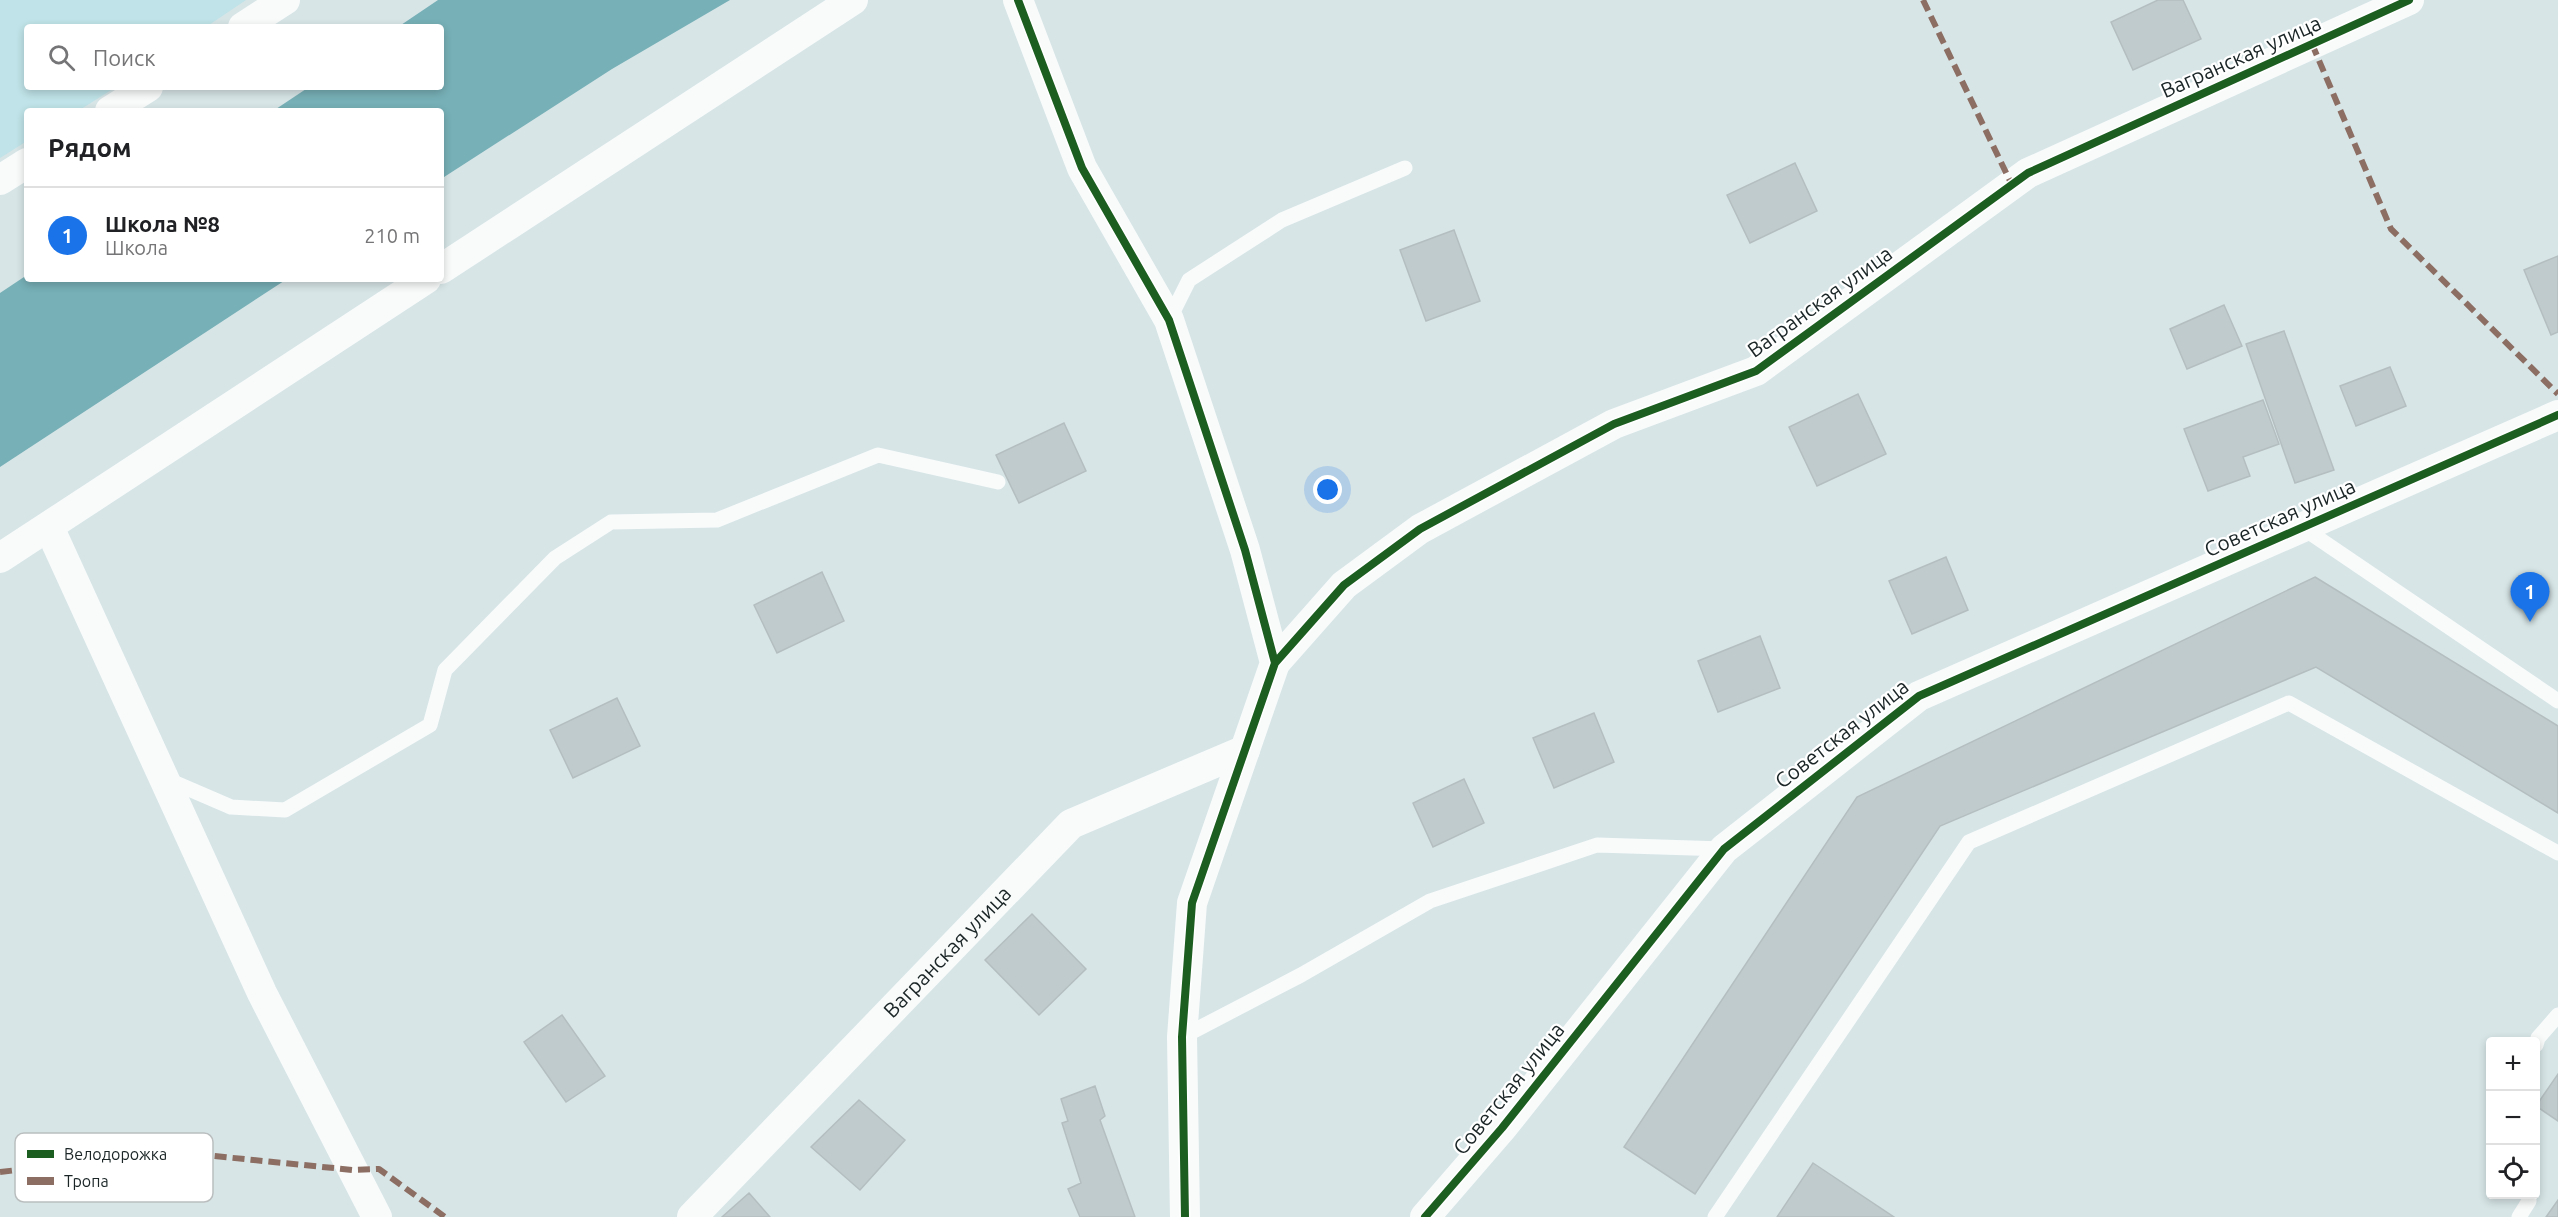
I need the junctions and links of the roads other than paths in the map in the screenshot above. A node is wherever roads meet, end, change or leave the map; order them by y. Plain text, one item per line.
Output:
1 (285, 0) edge
2 (853, 0) edge
3 (1018, 0) edge
4 (2409, 0) edge
5 (248, 24) edge
6 (143, 90) edge
7 (115, 108) edge
8 (24, 165) edge
9 (1405, 168) dead end
10 (0, 180) edge
11 (444, 267) edge
12 (421, 282) edge
13 (1169, 320) junction
14 (2558, 415) edge
15 (998, 482) dead end
16 (49, 527) junction
17 (2302, 528) junction
18 (0, 558) edge
19 (1275, 663) junction
20 (2558, 701) edge
21 (1245, 750) junction
22 (164, 779) junction
23 (1724, 849) junction
24 (2558, 853) edge
25 (2558, 1015) edge
26 (1182, 1037) junction
27 (2539, 1037) edge
28 (2529, 1199) edge
29 (377, 1217) edge
30 (692, 1217) edge
31 (1185, 1217) edge
32 (1425, 1217) edge
33 (1714, 1217) edge
34 (2519, 1217) edge

1 - 5 street
2 - 11 street
3 - 13 street
4 - 19 street, Вагранская улица
6 - 7 street
8 - 10 street
9 - 13 lane
12 - 16 street
13 - 19 street
14 - 17 street, Советская улица
15 - 22 lane
16 - 18 street
16 - 22 street
17 - 20 lane
17 - 23 street, Советская улица
19 - 21 street
21 - 26 street
21 - 30 street, Вагранская улица
22 - 29 street
23 - 26 lane
23 - 32 street, Советская улица
24 - 33 lane
25 - 27 lane
26 - 31 street
28 - 34 lane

THE TASK: Although the records contain pictures, only the text should be copied, exactly as it stands.

ANSWER SECTION:
I need the junctions and links of the roads other than paths in the map in the screenshot above. A node is wherever roads meet, end, change or leave the map; order them by y. Plain text, one item per line.
Output:
1 (285, 0) edge
2 (853, 0) edge
3 (1018, 0) edge
4 (2409, 0) edge
5 (248, 24) edge
6 (143, 90) edge
7 (115, 108) edge
8 (24, 165) edge
9 (1405, 168) dead end
10 (0, 180) edge
11 (444, 267) edge
12 (421, 282) edge
13 (1169, 320) junction
14 (2558, 415) edge
15 (998, 482) dead end
16 (49, 527) junction
17 (2302, 528) junction
18 (0, 558) edge
19 (1275, 663) junction
20 (2558, 701) edge
21 (1245, 750) junction
22 (164, 779) junction
23 (1724, 849) junction
24 (2558, 853) edge
25 (2558, 1015) edge
26 (1182, 1037) junction
27 (2539, 1037) edge
28 (2529, 1199) edge
29 (377, 1217) edge
30 (692, 1217) edge
31 (1185, 1217) edge
32 (1425, 1217) edge
33 (1714, 1217) edge
34 (2519, 1217) edge

1 - 5 street
2 - 11 street
3 - 13 street
4 - 19 street, Вагранская улица
6 - 7 street
8 - 10 street
9 - 13 lane
12 - 16 street
13 - 19 street
14 - 17 street, Советская улица
15 - 22 lane
16 - 18 street
16 - 22 street
17 - 20 lane
17 - 23 street, Советская улица
19 - 21 street
21 - 26 street
21 - 30 street, Вагранская улица
22 - 29 street
23 - 26 lane
23 - 32 street, Советская улица
24 - 33 lane
25 - 27 lane
26 - 31 street
28 - 34 lane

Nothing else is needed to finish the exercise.